GoodCorporation recommends the following three-stage approach:

Stage One: Screening
• Undertake a careful risk-based assessment of all suppliers – new and old – to identify those that pose a real threat to the organisation.
• Use a carefully designed decision tree covering the following areas:
• Do the third party’s services include helping to obtain, promote or expedite sales?
• Has the third party been independently sourced or recommended by a public official/client?
• Do the third party’s services involve freight forwarding or customs clearance and might they subcontract this process?
• Does the third party obtain any kind of government permit on the company’s behalf or might they use agents to do so?
• Do the third party’s services involve lobbying or interacting with government or public bodies on your behalf?
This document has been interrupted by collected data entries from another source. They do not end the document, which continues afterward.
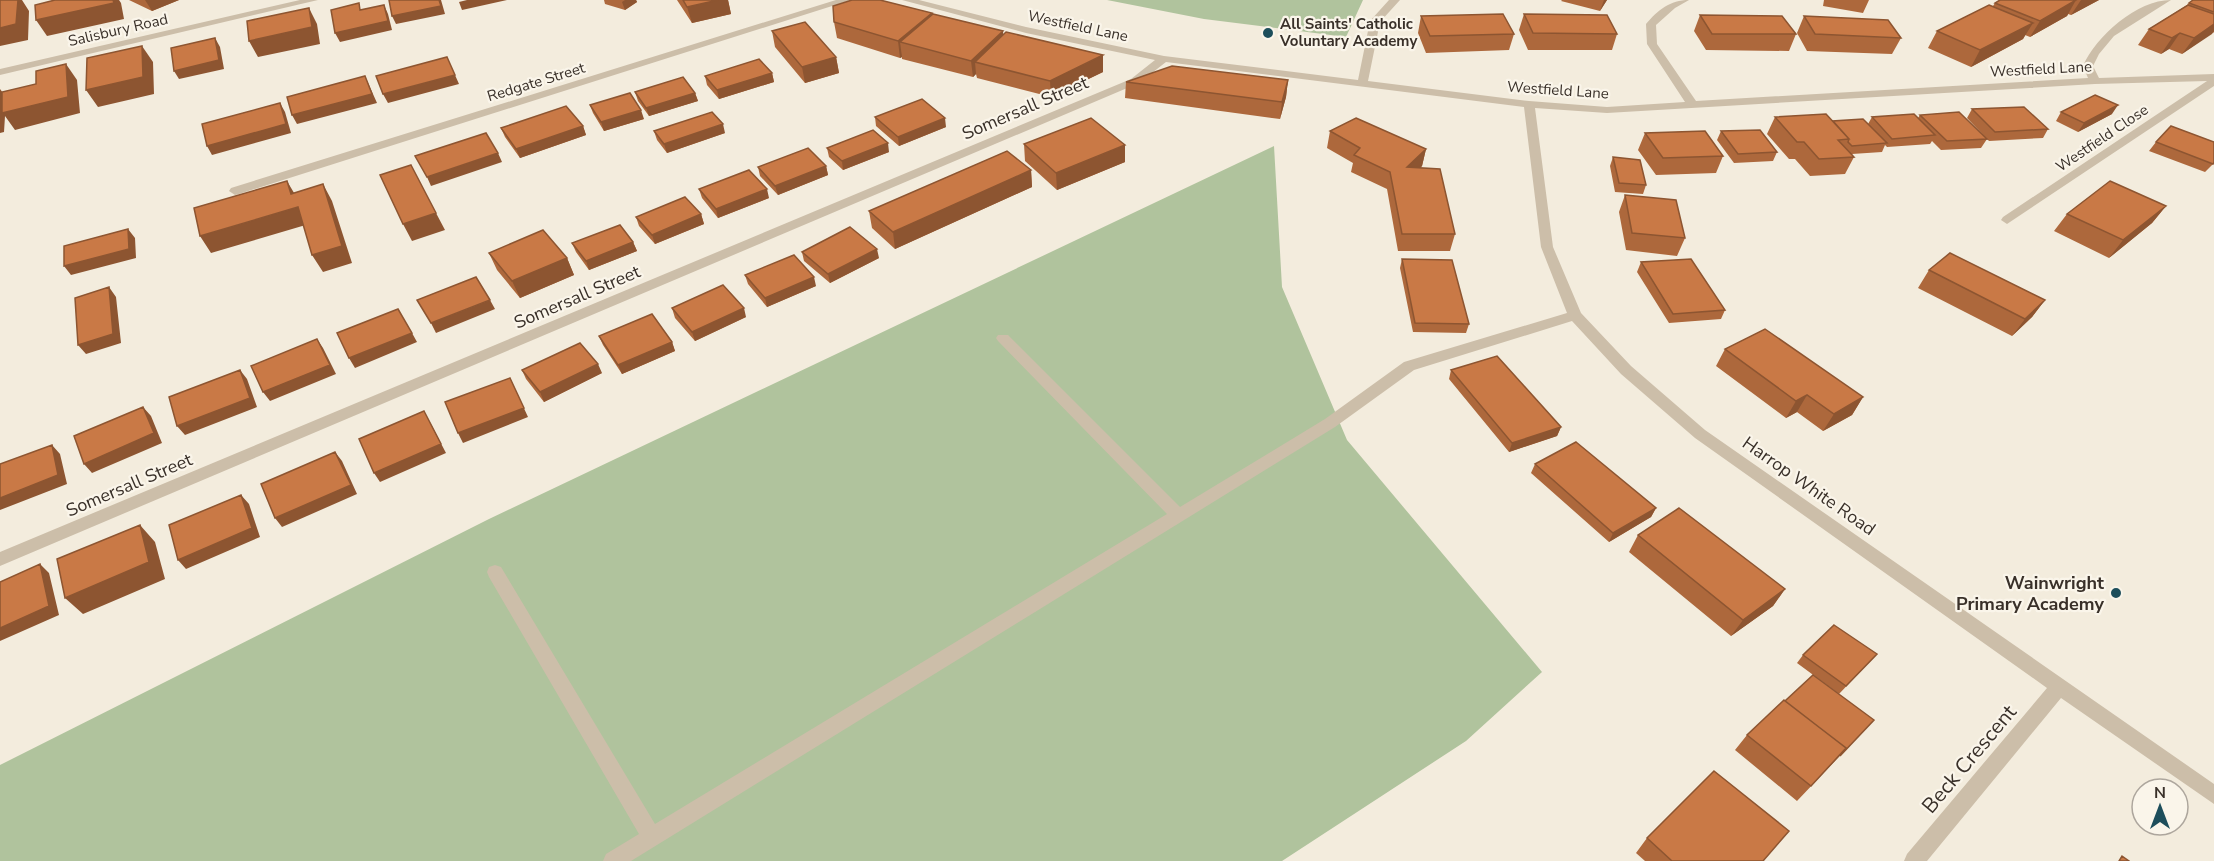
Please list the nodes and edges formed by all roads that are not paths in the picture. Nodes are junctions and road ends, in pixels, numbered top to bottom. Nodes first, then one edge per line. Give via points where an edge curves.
1 (276, 0) edge
2 (313, 0) edge
3 (846, 0) edge
4 (908, 0) edge
5 (1395, 0) edge
6 (1684, 0) edge
7 (2166, 0) edge
8 (288, 6) junction
9 (1164, 60) junction
10 (0, 72) edge
11 (2214, 79) edge
12 (2095, 81) junction
13 (1362, 85) junction
14 (1529, 104) junction
15 (1693, 106) junction
16 (235, 191) dead end
17 (2007, 220) dead end
18 (1575, 315) junction
19 (1004, 338) dead end
20 (1178, 515) junction
21 (0, 559) edge
22 (495, 572) dead end
23 (2059, 687) junction
24 (2214, 795) edge
25 (652, 837) junction
26 (613, 861) edge
27 (1914, 861) edge

1 - 8 street
2 - 8 street, Salisbury Road
3 - 16 street, Redgate Street
4 - 9 street, Westfield Lane
5 - 13 street via 1376,21
6 - 15 street via 1651,24 1652,44
7 - 12 street via 2116,28 2094,50 2088,66
8 - 10 street, Salisbury Road
9 - 13 street, Westfield Lane
9 - 21 street, Somersall Street via 1136,81
11 - 12 street, Westfield Lane
11 - 17 street, Westfield Close
12 - 15 street, Westfield Lane
13 - 14 street, Westfield Lane
14 - 15 street, Westfield Lane via 1607,110
14 - 18 street, Harrop White Road via 1547,247
18 - 20 street via 1409,366 1330,423
18 - 23 street, Harrop White Road via 1626,370 1700,434
19 - 20 street
20 - 25 street
22 - 25 street
23 - 24 street, Harrop White Road
23 - 27 street, Beck Crescent
25 - 26 street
• Does the third party source goods or services
• Is the third party paid a success fee?
• If the answer to any of the above is YES a due diligence risk assessment should be completed.

Stage Two: Initial Risk Assessment
• The due diligence risk assessment should covering the following subjects, some of which will require a questionnaire to the supplier:
• Is the third party delivering its services in a high or medium-risk country?
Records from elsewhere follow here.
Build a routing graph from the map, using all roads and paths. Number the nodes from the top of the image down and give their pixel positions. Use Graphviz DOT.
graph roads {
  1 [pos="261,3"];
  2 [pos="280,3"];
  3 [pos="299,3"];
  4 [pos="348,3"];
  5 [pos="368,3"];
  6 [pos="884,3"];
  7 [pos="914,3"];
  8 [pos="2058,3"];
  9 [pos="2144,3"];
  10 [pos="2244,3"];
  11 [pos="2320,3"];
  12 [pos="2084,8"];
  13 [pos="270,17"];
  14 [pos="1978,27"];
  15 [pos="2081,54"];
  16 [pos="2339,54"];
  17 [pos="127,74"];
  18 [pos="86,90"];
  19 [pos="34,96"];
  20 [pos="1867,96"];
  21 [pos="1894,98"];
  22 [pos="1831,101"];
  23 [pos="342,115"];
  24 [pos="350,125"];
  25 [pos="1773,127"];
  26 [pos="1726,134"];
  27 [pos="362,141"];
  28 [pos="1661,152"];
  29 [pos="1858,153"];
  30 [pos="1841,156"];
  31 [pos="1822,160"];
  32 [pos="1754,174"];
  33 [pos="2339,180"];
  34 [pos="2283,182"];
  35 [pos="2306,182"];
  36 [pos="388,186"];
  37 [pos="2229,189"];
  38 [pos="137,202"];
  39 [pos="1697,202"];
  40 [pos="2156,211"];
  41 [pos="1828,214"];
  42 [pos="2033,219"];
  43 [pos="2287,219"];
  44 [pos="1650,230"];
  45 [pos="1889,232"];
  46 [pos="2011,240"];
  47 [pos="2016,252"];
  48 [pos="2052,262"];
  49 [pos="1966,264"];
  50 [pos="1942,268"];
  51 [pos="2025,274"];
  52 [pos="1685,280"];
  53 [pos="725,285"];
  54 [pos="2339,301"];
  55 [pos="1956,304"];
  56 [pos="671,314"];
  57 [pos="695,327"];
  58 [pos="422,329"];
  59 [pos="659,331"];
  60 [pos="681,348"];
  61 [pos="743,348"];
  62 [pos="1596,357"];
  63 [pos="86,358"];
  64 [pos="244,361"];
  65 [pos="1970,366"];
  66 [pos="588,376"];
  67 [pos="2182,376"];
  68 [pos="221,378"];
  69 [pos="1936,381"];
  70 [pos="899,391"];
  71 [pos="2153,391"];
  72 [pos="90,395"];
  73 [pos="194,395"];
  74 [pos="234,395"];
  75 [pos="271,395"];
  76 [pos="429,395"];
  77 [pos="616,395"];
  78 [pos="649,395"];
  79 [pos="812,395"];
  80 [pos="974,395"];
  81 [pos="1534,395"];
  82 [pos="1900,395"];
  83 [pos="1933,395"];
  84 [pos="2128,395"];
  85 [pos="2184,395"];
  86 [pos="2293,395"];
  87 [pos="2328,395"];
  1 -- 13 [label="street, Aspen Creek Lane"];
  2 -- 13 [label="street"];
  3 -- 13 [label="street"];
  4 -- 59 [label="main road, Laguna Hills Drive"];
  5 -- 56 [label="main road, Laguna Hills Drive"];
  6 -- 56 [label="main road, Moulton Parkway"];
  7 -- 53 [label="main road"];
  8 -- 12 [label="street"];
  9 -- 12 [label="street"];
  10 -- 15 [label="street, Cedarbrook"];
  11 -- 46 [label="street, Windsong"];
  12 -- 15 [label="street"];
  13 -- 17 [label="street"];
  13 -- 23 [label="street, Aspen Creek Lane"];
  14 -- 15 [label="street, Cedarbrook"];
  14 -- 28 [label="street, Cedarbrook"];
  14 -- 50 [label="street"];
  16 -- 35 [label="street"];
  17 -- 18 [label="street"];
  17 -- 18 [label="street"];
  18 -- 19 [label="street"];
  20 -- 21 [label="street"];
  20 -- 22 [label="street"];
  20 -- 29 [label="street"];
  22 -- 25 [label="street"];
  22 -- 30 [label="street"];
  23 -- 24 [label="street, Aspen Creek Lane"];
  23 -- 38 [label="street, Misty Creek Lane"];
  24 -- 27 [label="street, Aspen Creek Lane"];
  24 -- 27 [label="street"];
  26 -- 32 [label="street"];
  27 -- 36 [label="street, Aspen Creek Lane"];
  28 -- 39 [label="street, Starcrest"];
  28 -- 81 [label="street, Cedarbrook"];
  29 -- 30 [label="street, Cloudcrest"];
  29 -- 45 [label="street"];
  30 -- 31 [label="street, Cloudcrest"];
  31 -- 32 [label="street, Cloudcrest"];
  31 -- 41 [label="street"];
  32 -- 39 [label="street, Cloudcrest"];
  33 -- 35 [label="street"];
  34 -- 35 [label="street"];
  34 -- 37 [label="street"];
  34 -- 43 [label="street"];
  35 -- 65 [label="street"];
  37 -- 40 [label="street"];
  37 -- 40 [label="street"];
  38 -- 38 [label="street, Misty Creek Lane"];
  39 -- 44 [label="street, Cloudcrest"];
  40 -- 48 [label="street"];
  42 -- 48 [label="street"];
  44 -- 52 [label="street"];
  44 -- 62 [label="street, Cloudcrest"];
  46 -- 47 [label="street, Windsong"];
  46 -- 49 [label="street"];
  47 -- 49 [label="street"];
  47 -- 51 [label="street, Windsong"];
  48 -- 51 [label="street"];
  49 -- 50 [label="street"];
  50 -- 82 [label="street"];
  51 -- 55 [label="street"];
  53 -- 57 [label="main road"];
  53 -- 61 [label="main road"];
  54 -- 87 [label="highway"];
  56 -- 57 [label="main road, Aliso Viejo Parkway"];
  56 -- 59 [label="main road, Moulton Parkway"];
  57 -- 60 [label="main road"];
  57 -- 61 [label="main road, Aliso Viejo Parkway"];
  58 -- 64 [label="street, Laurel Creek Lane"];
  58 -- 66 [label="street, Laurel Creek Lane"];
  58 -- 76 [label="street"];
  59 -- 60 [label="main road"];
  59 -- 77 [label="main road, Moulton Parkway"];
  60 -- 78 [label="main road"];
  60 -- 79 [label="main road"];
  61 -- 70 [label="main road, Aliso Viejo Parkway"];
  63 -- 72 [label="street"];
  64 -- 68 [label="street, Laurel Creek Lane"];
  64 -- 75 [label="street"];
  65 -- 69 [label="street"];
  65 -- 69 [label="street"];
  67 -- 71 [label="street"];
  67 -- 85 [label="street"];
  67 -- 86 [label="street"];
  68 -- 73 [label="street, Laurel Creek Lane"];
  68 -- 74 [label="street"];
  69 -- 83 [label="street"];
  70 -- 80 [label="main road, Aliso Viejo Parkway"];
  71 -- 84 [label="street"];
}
• Are the third party’s owners/managers/close associates current or former public officials/politically connected or subject to sanctions?
• Has the third party any previous connection with the contracting company?
• Is the third party subject to any investigations or convictions relating to bribery or corruption?
• Has the third party requested non-standard remuneration?
• Does the third party have an acceptable/robust anti-bribery policies/code of conduct?
• Would this contract represent a substantial share of the third party’s business?
• Could the third party provide three referees from existing customers?
• If the answer to more than one of the above is YES, risk based due diligence follow-up is required.

Stage three: Risk-Based Due Diligence
This could involve all or some of the following:
• Verification of the information provided in the due diligence questionnaire
• Telephone follow-up of any references provided
• On-site interviews and independent background checks for those that cause the greatest concern
• In the event of negative or incomplete feedback from the risk-based due diligence, the supplier should NOT BE SELECTED
Post selection controls to mitigate risk
• Once selected there should be a process in place to communicate the organisation’s responsible business principles and ensure that the supplier abides by these or their own equivalent principles
• Offer training/coaching to strengthen third party ABC controls
• Ensure that there is a policy in place not to offer, pay, solicit or accept bribes in any form to or from suppliers either directly or indirectly
• Ensure that the exchanging of gifts and hospitality complies with the organisation’s own local policy on gifts and entertainment
• Agree a process of monitoring and engagement to ensure compliance with anti-corruption controls and procedures
• Establish auditing rights to ensure that high-risk suppliers can be assessed as required
• Ensure regular and open dialogue with suppliers
Ensure third parties are aware of the organisation’s speak-up system so that any concerns regarding the breaches of anti-corruption procedures can be raised through the appropriate channels.